-- Opening Marker --

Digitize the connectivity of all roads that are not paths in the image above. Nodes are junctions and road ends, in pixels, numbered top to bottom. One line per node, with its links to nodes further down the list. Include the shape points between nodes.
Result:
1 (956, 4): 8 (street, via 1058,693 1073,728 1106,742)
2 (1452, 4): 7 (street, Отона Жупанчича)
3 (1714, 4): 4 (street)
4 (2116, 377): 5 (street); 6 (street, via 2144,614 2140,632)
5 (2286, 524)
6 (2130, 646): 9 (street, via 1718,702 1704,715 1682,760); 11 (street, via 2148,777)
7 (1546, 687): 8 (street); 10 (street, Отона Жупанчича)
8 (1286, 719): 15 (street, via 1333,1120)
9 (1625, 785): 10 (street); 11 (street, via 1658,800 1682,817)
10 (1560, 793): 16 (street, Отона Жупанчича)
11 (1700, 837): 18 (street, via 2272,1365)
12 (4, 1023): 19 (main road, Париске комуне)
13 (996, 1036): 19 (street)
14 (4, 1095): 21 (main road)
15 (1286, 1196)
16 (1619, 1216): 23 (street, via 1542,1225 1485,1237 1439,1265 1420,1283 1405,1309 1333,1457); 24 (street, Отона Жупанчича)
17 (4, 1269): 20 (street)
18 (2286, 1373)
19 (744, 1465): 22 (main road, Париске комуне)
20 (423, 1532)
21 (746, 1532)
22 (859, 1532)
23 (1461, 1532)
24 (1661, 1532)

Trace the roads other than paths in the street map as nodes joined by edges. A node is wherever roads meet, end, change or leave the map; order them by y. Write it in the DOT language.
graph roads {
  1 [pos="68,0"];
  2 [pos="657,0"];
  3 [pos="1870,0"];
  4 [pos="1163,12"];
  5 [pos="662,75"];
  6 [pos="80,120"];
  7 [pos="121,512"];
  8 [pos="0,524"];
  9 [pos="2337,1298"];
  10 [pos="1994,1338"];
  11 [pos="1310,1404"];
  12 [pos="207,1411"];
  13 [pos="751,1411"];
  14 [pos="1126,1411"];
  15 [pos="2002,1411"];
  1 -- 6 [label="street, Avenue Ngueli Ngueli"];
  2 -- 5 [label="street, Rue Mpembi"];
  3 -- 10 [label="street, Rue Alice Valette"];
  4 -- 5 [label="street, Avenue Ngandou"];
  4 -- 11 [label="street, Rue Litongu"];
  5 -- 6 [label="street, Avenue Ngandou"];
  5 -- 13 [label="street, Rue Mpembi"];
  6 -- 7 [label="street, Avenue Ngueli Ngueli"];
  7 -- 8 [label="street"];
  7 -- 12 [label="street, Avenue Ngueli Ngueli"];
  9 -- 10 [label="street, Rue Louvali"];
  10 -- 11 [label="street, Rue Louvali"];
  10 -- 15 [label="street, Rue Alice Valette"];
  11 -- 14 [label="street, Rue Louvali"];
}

-- Closing Marker --

» Prompt: From the first line to the last, return the data above exactly.

» Task solution:
Digitize the connectivity of all roads that are not paths in the image above. Nodes are junctions and road ends, in pixels, numbered top to bottom. One line per node, with its links to nodes further down the list. Include the shape points between nodes.
Result:
1 (956, 4): 8 (street, via 1058,693 1073,728 1106,742)
2 (1452, 4): 7 (street, Отона Жупанчича)
3 (1714, 4): 4 (street)
4 (2116, 377): 5 (street); 6 (street, via 2144,614 2140,632)
5 (2286, 524)
6 (2130, 646): 9 (street, via 1718,702 1704,715 1682,760); 11 (street, via 2148,777)
7 (1546, 687): 8 (street); 10 (street, Отона Жупанчича)
8 (1286, 719): 15 (street, via 1333,1120)
9 (1625, 785): 10 (street); 11 (street, via 1658,800 1682,817)
10 (1560, 793): 16 (street, Отона Жупанчича)
11 (1700, 837): 18 (street, via 2272,1365)
12 (4, 1023): 19 (main road, Париске комуне)
13 (996, 1036): 19 (street)
14 (4, 1095): 21 (main road)
15 (1286, 1196)
16 (1619, 1216): 23 (street, via 1542,1225 1485,1237 1439,1265 1420,1283 1405,1309 1333,1457); 24 (street, Отона Жупанчича)
17 (4, 1269): 20 (street)
18 (2286, 1373)
19 (744, 1465): 22 (main road, Париске комуне)
20 (423, 1532)
21 (746, 1532)
22 (859, 1532)
23 (1461, 1532)
24 (1661, 1532)

Trace the roads other than paths in the street map as nodes joined by edges. A node is wherever roads meet, end, change or leave the map; order them by y. Write it in the DOT language.
graph roads {
  1 [pos="68,0"];
  2 [pos="657,0"];
  3 [pos="1870,0"];
  4 [pos="1163,12"];
  5 [pos="662,75"];
  6 [pos="80,120"];
  7 [pos="121,512"];
  8 [pos="0,524"];
  9 [pos="2337,1298"];
  10 [pos="1994,1338"];
  11 [pos="1310,1404"];
  12 [pos="207,1411"];
  13 [pos="751,1411"];
  14 [pos="1126,1411"];
  15 [pos="2002,1411"];
  1 -- 6 [label="street, Avenue Ngueli Ngueli"];
  2 -- 5 [label="street, Rue Mpembi"];
  3 -- 10 [label="street, Rue Alice Valette"];
  4 -- 5 [label="street, Avenue Ngandou"];
  4 -- 11 [label="street, Rue Litongu"];
  5 -- 6 [label="street, Avenue Ngandou"];
  5 -- 13 [label="street, Rue Mpembi"];
  6 -- 7 [label="street, Avenue Ngueli Ngueli"];
  7 -- 8 [label="street"];
  7 -- 12 [label="street, Avenue Ngueli Ngueli"];
  9 -- 10 [label="street, Rue Louvali"];
  10 -- 11 [label="street, Rue Louvali"];
  10 -- 15 [label="street, Rue Alice Valette"];
  11 -- 14 [label="street, Rue Louvali"];
}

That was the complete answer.